Material for this exercise ::
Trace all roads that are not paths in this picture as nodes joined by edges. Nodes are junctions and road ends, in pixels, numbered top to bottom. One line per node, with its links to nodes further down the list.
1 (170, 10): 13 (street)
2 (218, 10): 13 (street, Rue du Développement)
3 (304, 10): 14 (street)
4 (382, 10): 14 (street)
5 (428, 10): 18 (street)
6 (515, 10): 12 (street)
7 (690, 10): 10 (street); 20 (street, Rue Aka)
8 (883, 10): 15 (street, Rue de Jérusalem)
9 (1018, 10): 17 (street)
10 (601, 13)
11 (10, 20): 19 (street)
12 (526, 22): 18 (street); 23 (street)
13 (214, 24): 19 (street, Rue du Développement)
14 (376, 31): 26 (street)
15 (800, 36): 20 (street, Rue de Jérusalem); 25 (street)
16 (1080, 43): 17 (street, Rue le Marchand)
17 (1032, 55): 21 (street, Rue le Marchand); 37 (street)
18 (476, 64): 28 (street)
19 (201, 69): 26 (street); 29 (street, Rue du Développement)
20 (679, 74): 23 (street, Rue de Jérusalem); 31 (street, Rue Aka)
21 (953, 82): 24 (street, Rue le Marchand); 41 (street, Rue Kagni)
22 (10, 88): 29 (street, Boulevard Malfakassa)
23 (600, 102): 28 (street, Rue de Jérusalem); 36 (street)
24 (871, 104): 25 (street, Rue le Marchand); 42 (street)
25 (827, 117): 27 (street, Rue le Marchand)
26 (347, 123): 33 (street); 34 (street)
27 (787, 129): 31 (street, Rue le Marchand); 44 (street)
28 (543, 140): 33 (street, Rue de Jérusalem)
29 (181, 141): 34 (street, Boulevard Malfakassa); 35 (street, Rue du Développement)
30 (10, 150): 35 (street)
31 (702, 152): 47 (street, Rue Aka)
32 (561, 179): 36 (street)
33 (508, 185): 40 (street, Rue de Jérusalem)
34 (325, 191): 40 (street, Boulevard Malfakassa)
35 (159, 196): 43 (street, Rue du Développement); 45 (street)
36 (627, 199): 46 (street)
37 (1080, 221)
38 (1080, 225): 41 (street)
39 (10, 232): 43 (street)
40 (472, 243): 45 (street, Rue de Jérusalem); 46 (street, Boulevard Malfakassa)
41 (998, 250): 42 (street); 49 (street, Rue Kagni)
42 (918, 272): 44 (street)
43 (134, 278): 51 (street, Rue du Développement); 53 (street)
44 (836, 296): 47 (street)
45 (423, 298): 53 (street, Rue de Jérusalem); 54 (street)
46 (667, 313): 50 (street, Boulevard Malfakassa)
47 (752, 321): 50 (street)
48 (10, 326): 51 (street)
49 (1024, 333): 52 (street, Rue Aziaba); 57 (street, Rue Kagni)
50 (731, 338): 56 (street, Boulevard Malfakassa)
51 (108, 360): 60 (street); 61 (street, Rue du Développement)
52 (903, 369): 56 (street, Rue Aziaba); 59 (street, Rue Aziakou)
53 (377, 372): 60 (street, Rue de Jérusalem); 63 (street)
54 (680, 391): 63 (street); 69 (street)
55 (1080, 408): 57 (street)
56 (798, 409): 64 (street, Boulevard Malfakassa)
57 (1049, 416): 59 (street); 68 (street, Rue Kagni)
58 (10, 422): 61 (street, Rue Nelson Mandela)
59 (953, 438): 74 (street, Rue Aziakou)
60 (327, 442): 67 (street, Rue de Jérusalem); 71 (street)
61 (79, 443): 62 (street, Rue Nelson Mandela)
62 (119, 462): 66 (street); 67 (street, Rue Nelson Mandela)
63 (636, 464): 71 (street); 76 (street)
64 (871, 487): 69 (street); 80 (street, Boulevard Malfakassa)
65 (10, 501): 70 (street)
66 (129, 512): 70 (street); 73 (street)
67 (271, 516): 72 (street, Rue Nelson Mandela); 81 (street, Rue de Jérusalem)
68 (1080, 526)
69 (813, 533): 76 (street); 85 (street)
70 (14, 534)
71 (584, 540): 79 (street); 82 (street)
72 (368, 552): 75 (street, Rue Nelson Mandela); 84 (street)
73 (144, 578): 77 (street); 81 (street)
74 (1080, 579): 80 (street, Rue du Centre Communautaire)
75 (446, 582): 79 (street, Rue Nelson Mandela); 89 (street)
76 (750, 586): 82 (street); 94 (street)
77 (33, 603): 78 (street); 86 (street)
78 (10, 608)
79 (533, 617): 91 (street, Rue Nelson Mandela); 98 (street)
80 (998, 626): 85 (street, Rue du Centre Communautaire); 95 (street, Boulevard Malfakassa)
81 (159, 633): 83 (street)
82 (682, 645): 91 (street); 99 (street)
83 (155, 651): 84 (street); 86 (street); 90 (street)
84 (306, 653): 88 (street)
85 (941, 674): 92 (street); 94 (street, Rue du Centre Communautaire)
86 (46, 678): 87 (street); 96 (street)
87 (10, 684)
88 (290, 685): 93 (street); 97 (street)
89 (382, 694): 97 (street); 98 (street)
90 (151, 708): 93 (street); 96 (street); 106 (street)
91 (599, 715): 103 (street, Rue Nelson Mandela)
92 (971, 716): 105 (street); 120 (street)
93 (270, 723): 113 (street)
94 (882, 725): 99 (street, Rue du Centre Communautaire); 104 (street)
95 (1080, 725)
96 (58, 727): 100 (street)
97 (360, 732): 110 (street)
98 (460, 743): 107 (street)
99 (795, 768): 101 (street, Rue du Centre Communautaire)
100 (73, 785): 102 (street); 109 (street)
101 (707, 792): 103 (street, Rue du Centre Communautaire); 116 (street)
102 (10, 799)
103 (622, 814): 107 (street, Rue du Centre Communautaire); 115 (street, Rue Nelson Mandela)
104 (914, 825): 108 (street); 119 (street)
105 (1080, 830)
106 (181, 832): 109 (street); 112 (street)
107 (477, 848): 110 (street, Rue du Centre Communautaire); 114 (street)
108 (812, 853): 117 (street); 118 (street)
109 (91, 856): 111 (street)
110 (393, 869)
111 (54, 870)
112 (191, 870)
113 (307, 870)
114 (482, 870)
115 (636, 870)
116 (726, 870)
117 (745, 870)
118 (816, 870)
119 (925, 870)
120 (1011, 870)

Task to carry out :: All of the lines above must be returned exactly as they stand.

Your response ::
Trace all roads that are not paths in this picture as nodes joined by edges. Nodes are junctions and road ends, in pixels, numbered top to bottom. One line per node, with its links to nodes further down the list.
1 (170, 10): 13 (street)
2 (218, 10): 13 (street, Rue du Développement)
3 (304, 10): 14 (street)
4 (382, 10): 14 (street)
5 (428, 10): 18 (street)
6 (515, 10): 12 (street)
7 (690, 10): 10 (street); 20 (street, Rue Aka)
8 (883, 10): 15 (street, Rue de Jérusalem)
9 (1018, 10): 17 (street)
10 (601, 13)
11 (10, 20): 19 (street)
12 (526, 22): 18 (street); 23 (street)
13 (214, 24): 19 (street, Rue du Développement)
14 (376, 31): 26 (street)
15 (800, 36): 20 (street, Rue de Jérusalem); 25 (street)
16 (1080, 43): 17 (street, Rue le Marchand)
17 (1032, 55): 21 (street, Rue le Marchand); 37 (street)
18 (476, 64): 28 (street)
19 (201, 69): 26 (street); 29 (street, Rue du Développement)
20 (679, 74): 23 (street, Rue de Jérusalem); 31 (street, Rue Aka)
21 (953, 82): 24 (street, Rue le Marchand); 41 (street, Rue Kagni)
22 (10, 88): 29 (street, Boulevard Malfakassa)
23 (600, 102): 28 (street, Rue de Jérusalem); 36 (street)
24 (871, 104): 25 (street, Rue le Marchand); 42 (street)
25 (827, 117): 27 (street, Rue le Marchand)
26 (347, 123): 33 (street); 34 (street)
27 (787, 129): 31 (street, Rue le Marchand); 44 (street)
28 (543, 140): 33 (street, Rue de Jérusalem)
29 (181, 141): 34 (street, Boulevard Malfakassa); 35 (street, Rue du Développement)
30 (10, 150): 35 (street)
31 (702, 152): 47 (street, Rue Aka)
32 (561, 179): 36 (street)
33 (508, 185): 40 (street, Rue de Jérusalem)
34 (325, 191): 40 (street, Boulevard Malfakassa)
35 (159, 196): 43 (street, Rue du Développement); 45 (street)
36 (627, 199): 46 (street)
37 (1080, 221)
38 (1080, 225): 41 (street)
39 (10, 232): 43 (street)
40 (472, 243): 45 (street, Rue de Jérusalem); 46 (street, Boulevard Malfakassa)
41 (998, 250): 42 (street); 49 (street, Rue Kagni)
42 (918, 272): 44 (street)
43 (134, 278): 51 (street, Rue du Développement); 53 (street)
44 (836, 296): 47 (street)
45 (423, 298): 53 (street, Rue de Jérusalem); 54 (street)
46 (667, 313): 50 (street, Boulevard Malfakassa)
47 (752, 321): 50 (street)
48 (10, 326): 51 (street)
49 (1024, 333): 52 (street, Rue Aziaba); 57 (street, Rue Kagni)
50 (731, 338): 56 (street, Boulevard Malfakassa)
51 (108, 360): 60 (street); 61 (street, Rue du Développement)
52 (903, 369): 56 (street, Rue Aziaba); 59 (street, Rue Aziakou)
53 (377, 372): 60 (street, Rue de Jérusalem); 63 (street)
54 (680, 391): 63 (street); 69 (street)
55 (1080, 408): 57 (street)
56 (798, 409): 64 (street, Boulevard Malfakassa)
57 (1049, 416): 59 (street); 68 (street, Rue Kagni)
58 (10, 422): 61 (street, Rue Nelson Mandela)
59 (953, 438): 74 (street, Rue Aziakou)
60 (327, 442): 67 (street, Rue de Jérusalem); 71 (street)
61 (79, 443): 62 (street, Rue Nelson Mandela)
62 (119, 462): 66 (street); 67 (street, Rue Nelson Mandela)
63 (636, 464): 71 (street); 76 (street)
64 (871, 487): 69 (street); 80 (street, Boulevard Malfakassa)
65 (10, 501): 70 (street)
66 (129, 512): 70 (street); 73 (street)
67 (271, 516): 72 (street, Rue Nelson Mandela); 81 (street, Rue de Jérusalem)
68 (1080, 526)
69 (813, 533): 76 (street); 85 (street)
70 (14, 534)
71 (584, 540): 79 (street); 82 (street)
72 (368, 552): 75 (street, Rue Nelson Mandela); 84 (street)
73 (144, 578): 77 (street); 81 (street)
74 (1080, 579): 80 (street, Rue du Centre Communautaire)
75 (446, 582): 79 (street, Rue Nelson Mandela); 89 (street)
76 (750, 586): 82 (street); 94 (street)
77 (33, 603): 78 (street); 86 (street)
78 (10, 608)
79 (533, 617): 91 (street, Rue Nelson Mandela); 98 (street)
80 (998, 626): 85 (street, Rue du Centre Communautaire); 95 (street, Boulevard Malfakassa)
81 (159, 633): 83 (street)
82 (682, 645): 91 (street); 99 (street)
83 (155, 651): 84 (street); 86 (street); 90 (street)
84 (306, 653): 88 (street)
85 (941, 674): 92 (street); 94 (street, Rue du Centre Communautaire)
86 (46, 678): 87 (street); 96 (street)
87 (10, 684)
88 (290, 685): 93 (street); 97 (street)
89 (382, 694): 97 (street); 98 (street)
90 (151, 708): 93 (street); 96 (street); 106 (street)
91 (599, 715): 103 (street, Rue Nelson Mandela)
92 (971, 716): 105 (street); 120 (street)
93 (270, 723): 113 (street)
94 (882, 725): 99 (street, Rue du Centre Communautaire); 104 (street)
95 (1080, 725)
96 (58, 727): 100 (street)
97 (360, 732): 110 (street)
98 (460, 743): 107 (street)
99 (795, 768): 101 (street, Rue du Centre Communautaire)
100 (73, 785): 102 (street); 109 (street)
101 (707, 792): 103 (street, Rue du Centre Communautaire); 116 (street)
102 (10, 799)
103 (622, 814): 107 (street, Rue du Centre Communautaire); 115 (street, Rue Nelson Mandela)
104 (914, 825): 108 (street); 119 (street)
105 (1080, 830)
106 (181, 832): 109 (street); 112 (street)
107 (477, 848): 110 (street, Rue du Centre Communautaire); 114 (street)
108 (812, 853): 117 (street); 118 (street)
109 (91, 856): 111 (street)
110 (393, 869)
111 (54, 870)
112 (191, 870)
113 (307, 870)
114 (482, 870)
115 (636, 870)
116 (726, 870)
117 (745, 870)
118 (816, 870)
119 (925, 870)
120 (1011, 870)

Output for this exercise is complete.